Kata Ketua Setara Institute Hendardi, disebutkan dalam pasal tersebut bahwa dalam hal keadaan daerah tidak memungkinkan suatu Pengadilan Negeri untuk mengadili suatu perkara, maka atas usul Ketua Pengadilan Negeri atau Kepala Kejaksaan Negeri yang bersangkutan, Mahkamah Agung (MA) dapat menetapkan atau menunjuk Pengadilan Negeri lain daripada yang tersebut pada Pasal 84 untuk mengadili perkara yang dimaksud.

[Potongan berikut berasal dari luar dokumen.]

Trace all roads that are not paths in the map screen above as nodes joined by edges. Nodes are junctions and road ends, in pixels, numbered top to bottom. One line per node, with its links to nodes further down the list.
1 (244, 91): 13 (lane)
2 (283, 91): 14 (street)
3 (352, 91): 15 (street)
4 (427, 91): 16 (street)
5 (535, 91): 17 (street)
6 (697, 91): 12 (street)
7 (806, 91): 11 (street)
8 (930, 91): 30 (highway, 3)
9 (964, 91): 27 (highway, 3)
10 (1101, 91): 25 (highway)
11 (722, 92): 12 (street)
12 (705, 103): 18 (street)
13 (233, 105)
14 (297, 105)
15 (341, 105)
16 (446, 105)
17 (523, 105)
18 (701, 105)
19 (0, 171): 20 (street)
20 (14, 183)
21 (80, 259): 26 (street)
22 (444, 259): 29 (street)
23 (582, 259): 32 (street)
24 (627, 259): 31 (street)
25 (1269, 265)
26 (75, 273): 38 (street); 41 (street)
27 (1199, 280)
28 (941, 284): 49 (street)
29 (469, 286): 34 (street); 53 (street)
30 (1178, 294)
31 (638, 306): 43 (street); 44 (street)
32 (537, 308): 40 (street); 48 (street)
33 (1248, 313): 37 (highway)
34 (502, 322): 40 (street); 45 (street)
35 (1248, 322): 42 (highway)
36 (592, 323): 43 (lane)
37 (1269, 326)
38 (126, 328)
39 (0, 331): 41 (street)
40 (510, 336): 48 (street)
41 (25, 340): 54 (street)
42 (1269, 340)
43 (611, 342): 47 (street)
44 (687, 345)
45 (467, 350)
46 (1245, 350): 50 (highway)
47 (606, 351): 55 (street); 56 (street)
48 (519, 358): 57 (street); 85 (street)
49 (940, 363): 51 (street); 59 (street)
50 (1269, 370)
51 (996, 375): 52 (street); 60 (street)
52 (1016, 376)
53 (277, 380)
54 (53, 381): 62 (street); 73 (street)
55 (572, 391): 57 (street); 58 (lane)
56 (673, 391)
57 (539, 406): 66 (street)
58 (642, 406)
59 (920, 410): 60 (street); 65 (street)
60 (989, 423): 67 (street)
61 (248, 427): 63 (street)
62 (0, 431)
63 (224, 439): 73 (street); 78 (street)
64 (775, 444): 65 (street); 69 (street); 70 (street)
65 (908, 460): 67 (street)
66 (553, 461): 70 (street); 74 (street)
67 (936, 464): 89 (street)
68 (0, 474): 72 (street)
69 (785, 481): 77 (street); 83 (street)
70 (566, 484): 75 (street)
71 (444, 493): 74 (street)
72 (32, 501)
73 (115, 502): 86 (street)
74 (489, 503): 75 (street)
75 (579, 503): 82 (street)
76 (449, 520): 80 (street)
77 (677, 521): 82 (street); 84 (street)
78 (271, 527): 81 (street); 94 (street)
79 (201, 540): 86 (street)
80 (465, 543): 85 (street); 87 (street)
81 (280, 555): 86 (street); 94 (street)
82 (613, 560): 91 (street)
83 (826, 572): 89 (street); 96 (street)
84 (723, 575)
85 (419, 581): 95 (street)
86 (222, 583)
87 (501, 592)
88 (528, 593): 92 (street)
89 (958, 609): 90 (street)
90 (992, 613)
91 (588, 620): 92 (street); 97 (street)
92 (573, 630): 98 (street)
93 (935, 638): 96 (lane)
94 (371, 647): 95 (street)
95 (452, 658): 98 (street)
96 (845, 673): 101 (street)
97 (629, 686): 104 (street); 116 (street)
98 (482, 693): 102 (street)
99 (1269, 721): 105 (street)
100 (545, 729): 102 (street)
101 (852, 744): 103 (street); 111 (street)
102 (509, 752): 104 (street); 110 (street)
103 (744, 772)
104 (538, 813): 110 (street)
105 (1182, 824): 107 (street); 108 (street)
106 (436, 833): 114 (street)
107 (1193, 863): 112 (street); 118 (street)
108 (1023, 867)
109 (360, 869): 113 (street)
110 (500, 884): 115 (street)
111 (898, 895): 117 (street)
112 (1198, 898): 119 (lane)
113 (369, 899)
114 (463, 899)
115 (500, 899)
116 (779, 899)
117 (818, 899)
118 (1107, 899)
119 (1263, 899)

“Ini adalah langkah tepat dan memiliki dasar hukum sebagaimana diatur dalam Pasal 85 KUHAP,” tegas Hendardi dalam pesan rilisnya yang dikirim hari ini.

Selain itu, lanjut dia, pemindahan lokasi sidang juga memiliki preseden dalam kasus-kasus tertentu sebelumnya. Ada kasus Soemarno Hadi Saputra, Walikota Semarang dari Pengadilan Negeri Semarang dipindahkan ke Pengadilan Negeri Jakarta Pusat, pada Mei 2012. Kasus D.L. Sitorus dari Pengadikan Negeri Padang Sidempuan ke Pengadilan Negeri Jakarta Pusat pada 2006. Juga kasus terorisme Abu Dujana dkk, yang juga dipindah dari PN Poso ke PN Jakarta Pusat.
“Menyimak tekanan massa yang begitu massif pada proses sebelumnya, Lembaga Perlindungan Saksi dan Korban (LPSK) perlu mengambil peran memastikan para saksi bisa diproteksi dan nyaman tanpa tekanan dalam memberikan kesaksian,” tandasnya.